0

I am webscraping a HTML page using preg_match_all in PHP. This is what I'm trying to scrape:

  <script>
    function fsb38(x) {
      var b=new 
      Array(98,100,97,98,98,98,99,50,51,55,53,50,48,100,57,98,50,100,53,100,97,48,100,52,100,57,97,56,97,51,54,99,56,38,104,52,61,53,98,99,54,102,57,55,49,99,55,101,55,61,101,48,98,55,99,57,102,110,56,57,102,98,111,78,54,102,102,109,114,53,111,54,101,102,48,48,38,54,98,61,116,50,97,99,38,56,101,51,57,49,102,61,100,101,105,106,101,63,101,101,57,48,52,112,104,112,46,115,110,111,105,115,115,105,109);
      var p=new Array(0,0,0,0,1,1,1,0,0,1,0,0,1,1,0,0,1,1,1,0,1,0,1,0,1,0,1,0,1,1,0,0,0,0,0,1,0,0,1,1,0,0,1,1,1,0,0,0,1,1,1,0,0,0,1,0,0,1,0,0,0,0,1,1,0,0,0,1,1,0,1,0,0,1,0,0,1,1,0,1,1,0,1,1,1,1,0,1,0,0,0,1,1,0,1,1,0,1,0,0,0,0,0,1,1,1,1,1,1,1,1,1,1,1,1);       
      window.location = c(b,p) + x;
      return false;
    }
  </script>

Usually preg_match_all('/var b=new(.*)var p=new/is', $output, $ar); would work perfectly fine. However, since there are multiple occurrences of this throughout the page it only shows me 1 match: the start of where I told it to scrape from, to the very last occurrence of var p=new.

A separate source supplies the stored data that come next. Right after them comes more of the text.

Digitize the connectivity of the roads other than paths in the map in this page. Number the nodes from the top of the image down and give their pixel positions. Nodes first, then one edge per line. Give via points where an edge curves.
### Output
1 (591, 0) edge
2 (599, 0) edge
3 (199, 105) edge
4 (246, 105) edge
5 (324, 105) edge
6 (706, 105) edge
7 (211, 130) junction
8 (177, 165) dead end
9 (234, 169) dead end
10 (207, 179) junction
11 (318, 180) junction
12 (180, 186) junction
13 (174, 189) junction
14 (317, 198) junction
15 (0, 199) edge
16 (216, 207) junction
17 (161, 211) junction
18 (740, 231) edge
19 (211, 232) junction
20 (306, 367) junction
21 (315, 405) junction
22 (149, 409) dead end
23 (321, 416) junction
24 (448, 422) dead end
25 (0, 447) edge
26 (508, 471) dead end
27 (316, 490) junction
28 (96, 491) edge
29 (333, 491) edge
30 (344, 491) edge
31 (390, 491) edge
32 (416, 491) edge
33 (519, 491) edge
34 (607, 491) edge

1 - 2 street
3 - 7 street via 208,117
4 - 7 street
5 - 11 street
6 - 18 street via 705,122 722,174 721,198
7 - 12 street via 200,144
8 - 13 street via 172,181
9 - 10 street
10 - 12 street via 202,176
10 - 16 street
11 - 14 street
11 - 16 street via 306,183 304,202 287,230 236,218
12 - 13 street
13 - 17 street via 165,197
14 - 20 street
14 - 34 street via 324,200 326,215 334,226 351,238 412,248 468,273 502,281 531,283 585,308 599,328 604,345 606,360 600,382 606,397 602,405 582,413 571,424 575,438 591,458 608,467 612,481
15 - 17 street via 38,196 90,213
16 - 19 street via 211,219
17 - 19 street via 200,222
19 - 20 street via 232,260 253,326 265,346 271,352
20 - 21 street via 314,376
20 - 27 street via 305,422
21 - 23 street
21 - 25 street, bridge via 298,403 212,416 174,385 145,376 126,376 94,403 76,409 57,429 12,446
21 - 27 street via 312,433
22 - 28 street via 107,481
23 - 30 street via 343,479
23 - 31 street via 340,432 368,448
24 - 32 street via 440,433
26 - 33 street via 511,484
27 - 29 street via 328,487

I have tried using this to do it: preg_match_all('/var b=new(.*)(\n)(\s)var p=new/is', $output, $ar); – but when I use that I get nothing returned. What am I doing wrong?

Toto
  • 89,455
  • 62
  • 89
  • 125
Grant
  • 229
  • 5
  • 13

2 Answers2

2

use this if you want to get all Array()

preg_match_all('/var.*?=new(.*?)\)\;/is', $output, $ar);

use this if you want to get only the b=new Array()

preg_match_all('/var b=new(.*?)\)\;/is', $output, $ar);
Ramz
  • 326
  • 2
  • 6
1

Regular expressions are "greedy" - part .* matches longest possible string. You need "ungreedy" behavior - use U modifier.

http://php.net/manual/en/reference.pcre.pattern.modifiers.php

Kacer
  • 679
  • 3
  • 12